Aquaporin-4 (AQP4) plays an important role in the basolateral movement of water in the collecting duct. Here we show that this water channel can be dynamically regulated. Water permeability (P-f) was measured in individual LLC-PK1 cells that were transiently transfected with AQP4. To identify which cells were transfected, AQP4 was tagged at the NH2 terminus with green fluorescent protein. Transfected cells showed a strong fluorescent signal in basolateral membrane and a low-to-negligible signal in the cytosol and apical membrane. Activation of protein kinase C (PKC) with phorbol 12,13-dibutyrate (PDBu) significantly decreased P-f of cells expressing AQP4 but had no effect on neighboring untransfected cells. No redistribution of AQP4 in response to PDBu was detected. Dopamine also decreased the P-f in transfected cells.

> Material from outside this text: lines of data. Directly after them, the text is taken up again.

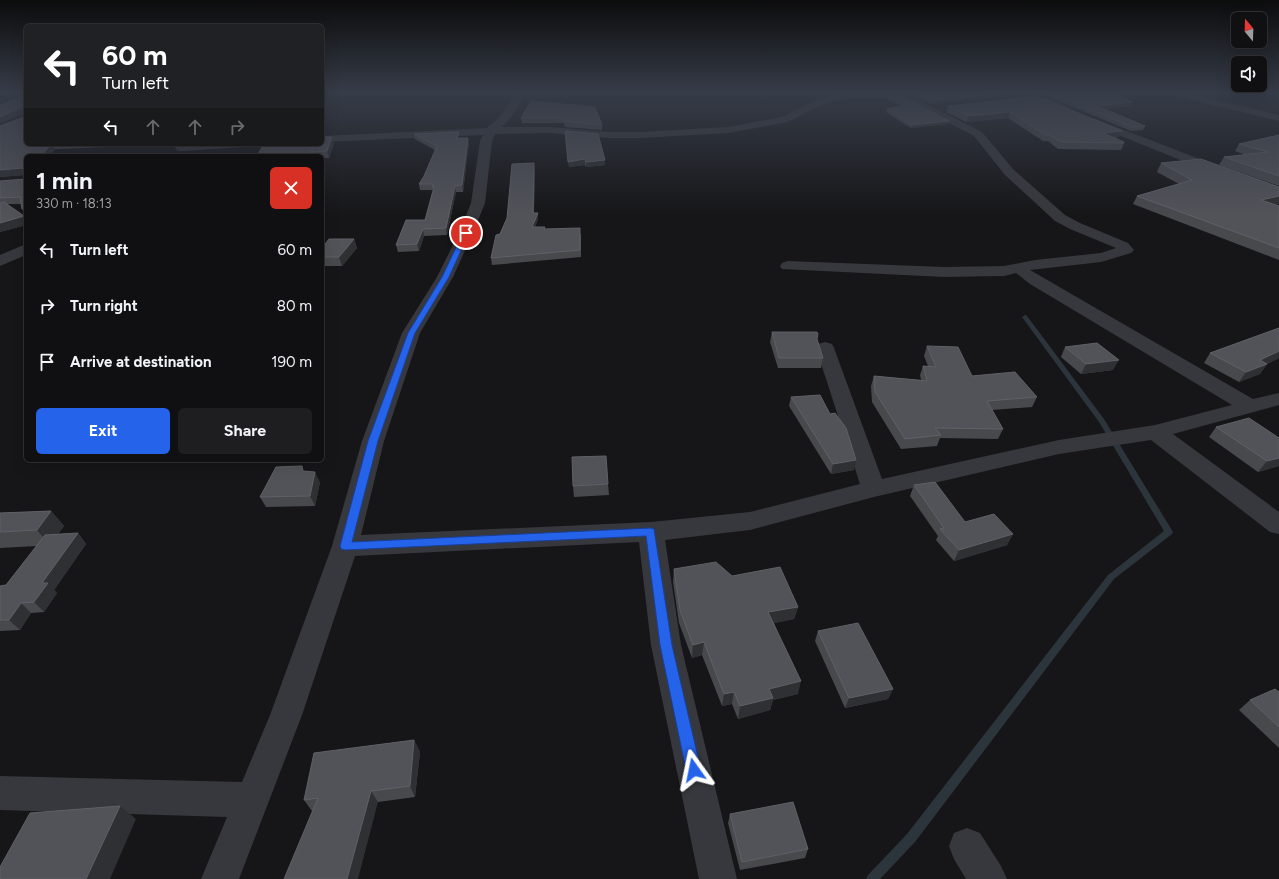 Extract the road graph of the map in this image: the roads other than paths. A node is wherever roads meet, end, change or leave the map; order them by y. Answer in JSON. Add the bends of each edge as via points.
{"nodes":[{"id":1,"x":458,"y":133,"type":"edge"},
{"id":2,"x":490,"y":133,"type":"edge"},
{"id":3,"x":587,"y":133,"type":"edge"},
{"id":4,"x":675,"y":133,"type":"edge"},
{"id":5,"x":976,"y":133,"type":"edge"},
{"id":6,"x":1122,"y":133,"type":"edge"},
{"id":7,"x":324,"y":139,"type":"edge"},
{"id":8,"x":183,"y":146,"type":"edge"},
{"id":9,"x":174,"y":154,"type":"edge"},
{"id":10,"x":1229,"y":174,"type":"edge"},
{"id":11,"x":24,"y":250,"type":"edge"},
{"id":12,"x":0,"y":261,"type":"edge"},
{"id":13,"x":788,"y":266,"type":"dead end"},
{"id":14,"x":1022,"y":267,"type":"junction"},
{"id":15,"x":825,"y":348,"type":"dead end"},
{"id":16,"x":1279,"y":399,"type":"edge"},
{"id":17,"x":1251,"y":407,"type":"junction"},
{"id":18,"x":1144,"y":433,"type":"junction"},
{"id":19,"x":874,"y":489,"type":"junction"},
{"id":20,"x":1279,"y":525,"type":"edge"},
{"id":21,"x":651,"y":532,"type":"junction"},
{"id":22,"x":345,"y":546,"type":"junction"},
{"id":23,"x":0,"y":793,"type":"edge"},
{"id":24,"x":251,"y":800,"type":"junction"},
{"id":25,"x":967,"y":846,"type":"dead end"},
{"id":26,"x":220,"y":879,"type":"edge"},
{"id":27,"x":718,"y":879,"type":"edge"},
{"id":28,"x":988,"y":879,"type":"edge"}],
"edges":[{"from":1,"to":7,"type":"street"},
{"from":2,"to":22,"type":"street","via":[[486,141],[478,203],[445,277],[411,333],[373,441]]},
{"from":3,"to":4,"type":"street","via":[[623,136]]},
{"from":5,"to":14,"type":"street","via":[[1010,172],[1060,218],[1113,241],[1126,250],[1098,258],[1036,263]]},
{"from":6,"to":10,"type":"street"},
{"from":8,"to":9,"type":"street"},
{"from":11,"to":12,"type":"street"},
{"from":13,"to":14,"type":"street","via":[[944,272],[1004,271]]},
{"from":14,"to":17,"type":"street","via":[[1023,272],[1036,281]]},
{"from":15,"to":19,"type":"street"},
{"from":16,"to":17,"type":"street"},
{"from":17,"to":18,"type":"street"},
{"from":18,"to":19,"type":"street","via":[[1059,447]]},
{"from":18,"to":20,"type":"street"},
{"from":19,"to":21,"type":"street","via":[[750,521]]},
{"from":21,"to":22,"type":"street"},
{"from":21,"to":27,"type":"street","via":[[666,645]]},
{"from":22,"to":24,"type":"street","via":[[286,715]]},
{"from":23,"to":24,"type":"street"},
{"from":24,"to":26,"type":"street"},
{"from":25,"to":28,"type":"street"}]} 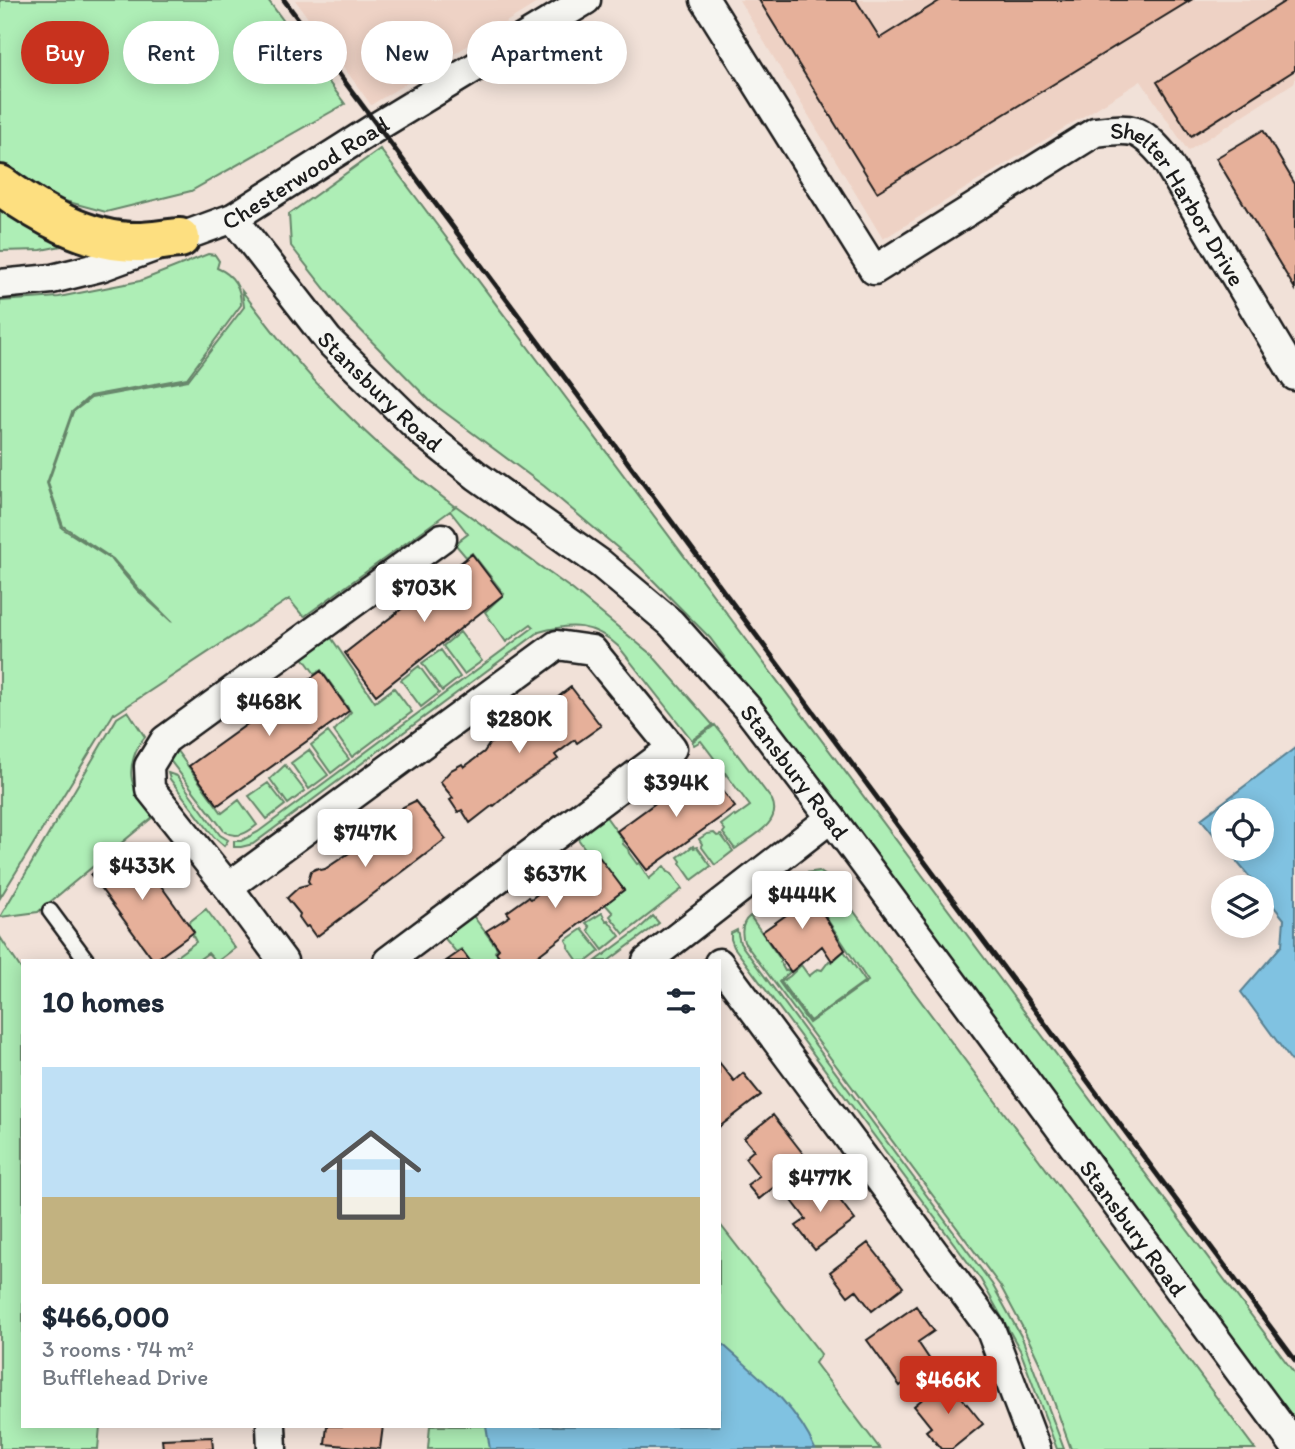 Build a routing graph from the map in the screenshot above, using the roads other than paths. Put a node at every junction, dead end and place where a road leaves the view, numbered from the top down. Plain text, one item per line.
1 (586, 0) edge
2 (705, 0) edge
3 (0, 185) edge
4 (233, 218) junction
5 (180, 238) junction
6 (0, 284) edge
7 (1295, 376) edge
8 (442, 538) dead end
9 (831, 818) junction
10 (228, 887) junction
11 (50, 911) dead end
12 (693, 927) junction
13 (86, 959) edge
14 (282, 959) edge
15 (391, 959) edge
16 (651, 959) edge
17 (716, 959) edge
18 (721, 966) edge
19 (271, 1428) edge
20 (1295, 1446) edge
21 (272, 1449) edge
22 (1036, 1449) edge

1 - 4 street, Chesterwood Road
2 - 7 street, Shelter Harbor Drive
3 - 5 main road
4 - 5 street, Chesterwood Road
4 - 9 street, Stansbury Road
5 - 6 street, Chesterwood Road
8 - 10 street
9 - 12 street
9 - 20 street, Stansbury Road
10 - 14 street
10 - 15 street
11 - 13 lane
12 - 16 street
12 - 17 street
18 - 22 street
19 - 21 street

The effect was abolished by the PKC inhibitor Ro 31-8220. Reduction of AQP4 water permeability by PDBu and dopamine was abolished by point mutation of Ser(180), a consensus site for PKC phosphorylation. We conclude that PKC and dopamine decrease AQP4 water permeability via phosphorylation at Ser(180) and that the effect is likely mediated by gating of the channel.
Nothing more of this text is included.